50 or so panels a day. I was on one of them – “To Publish or Self-Publish” – with Ivory Madison, CEO of Red Room, Daniel Will Harris, a book designer, and author Christopher Meeks, who put the panel together. Read his rundown of the conference here.
One of the major takeaways from the conference was this: everyone’s in the same boat. Everyone loves writing and everyone is having trouble marketing. One of the better panels was “The Future of Publishing” with Dennis Loy Johnson of Melville House and an editor from Tin House. Interestingly, both said they consider it a success when they sell 5000 books. I’ve heard elsewhere that McSweeney’s is happy with 3000 books sold.
McSweeney’s. One of the biggest brand names in indie lit – available at Barnes & Noble and elsewhere, reviewed in traditional media. If, as a self-publisher, you’re struggling with selling a book, keep these numbers in mind. It’s hard for everyone.
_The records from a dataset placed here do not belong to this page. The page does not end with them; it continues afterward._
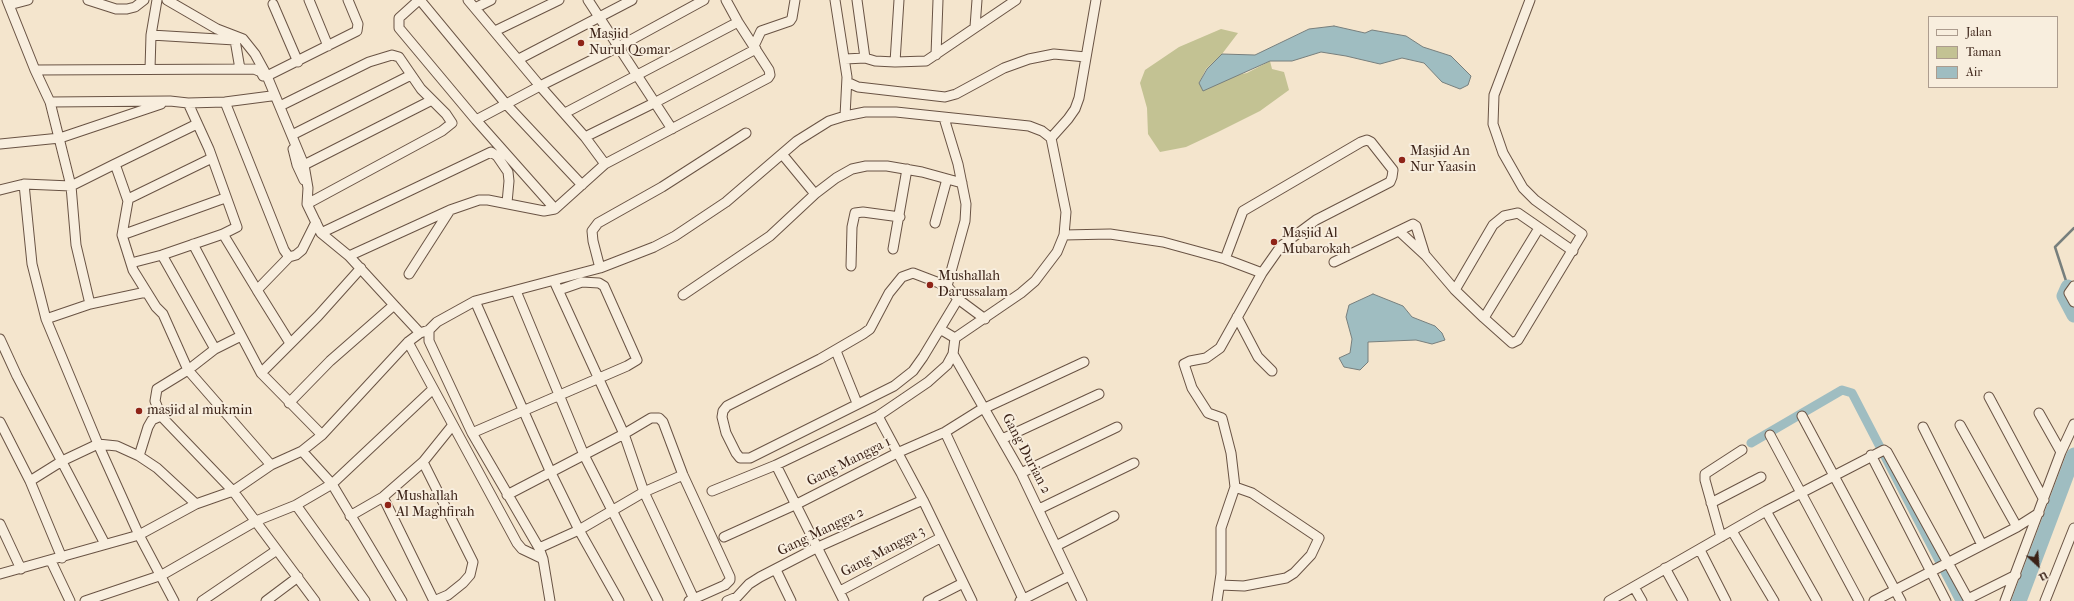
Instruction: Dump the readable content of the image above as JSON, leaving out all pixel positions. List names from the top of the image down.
{
  "streets": {
    "street": [
      "Gang Durian 2",
      "Gang Mangga 1",
      "Gang Mangga 2",
      "Gang Mangga 3"
    ]
  },
  "crossings": [
    ["Gang Durian 2", "Gang Mangga 1"]
  ],
  "places": [
    "Masjid Nurul Qomar",
    "Masjid An Nur Yaasin",
    "Masjid Al Mubarokah",
    "Mushallah Darussalam",
    "masjid al mukmin",
    "Mushallah Al Maghfirah"
  ],
  "legend": ["Jalan", "Taman", "Air"],
  "north": "bottom right"
}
And it calls attention to the fact that when editors/agents say that a self-published book needs to sell 10,000 copies to draw notice, it makes limited sense given that it’s so much harder to unload a self-published book. If someone is selling a Kindle book for a dollar, this is one thing, but if a self-publisher is able to sell 1000 print copies, this is saying a lot.
But that’s an aside, mostly. When you break it down, there is very little difference between self-publishers and the people who run small publishers (though they might not want to admit that). Though among writers there is a pervasive sense that you’re only legit if you’ve been accepted by an editor, editors at small or university presses are facing the same uphill battle as self-publishers: how to find readers, how to find reviews, how to sell books. As many people who work at small publishers are also writers themselves, the difference narrows even further.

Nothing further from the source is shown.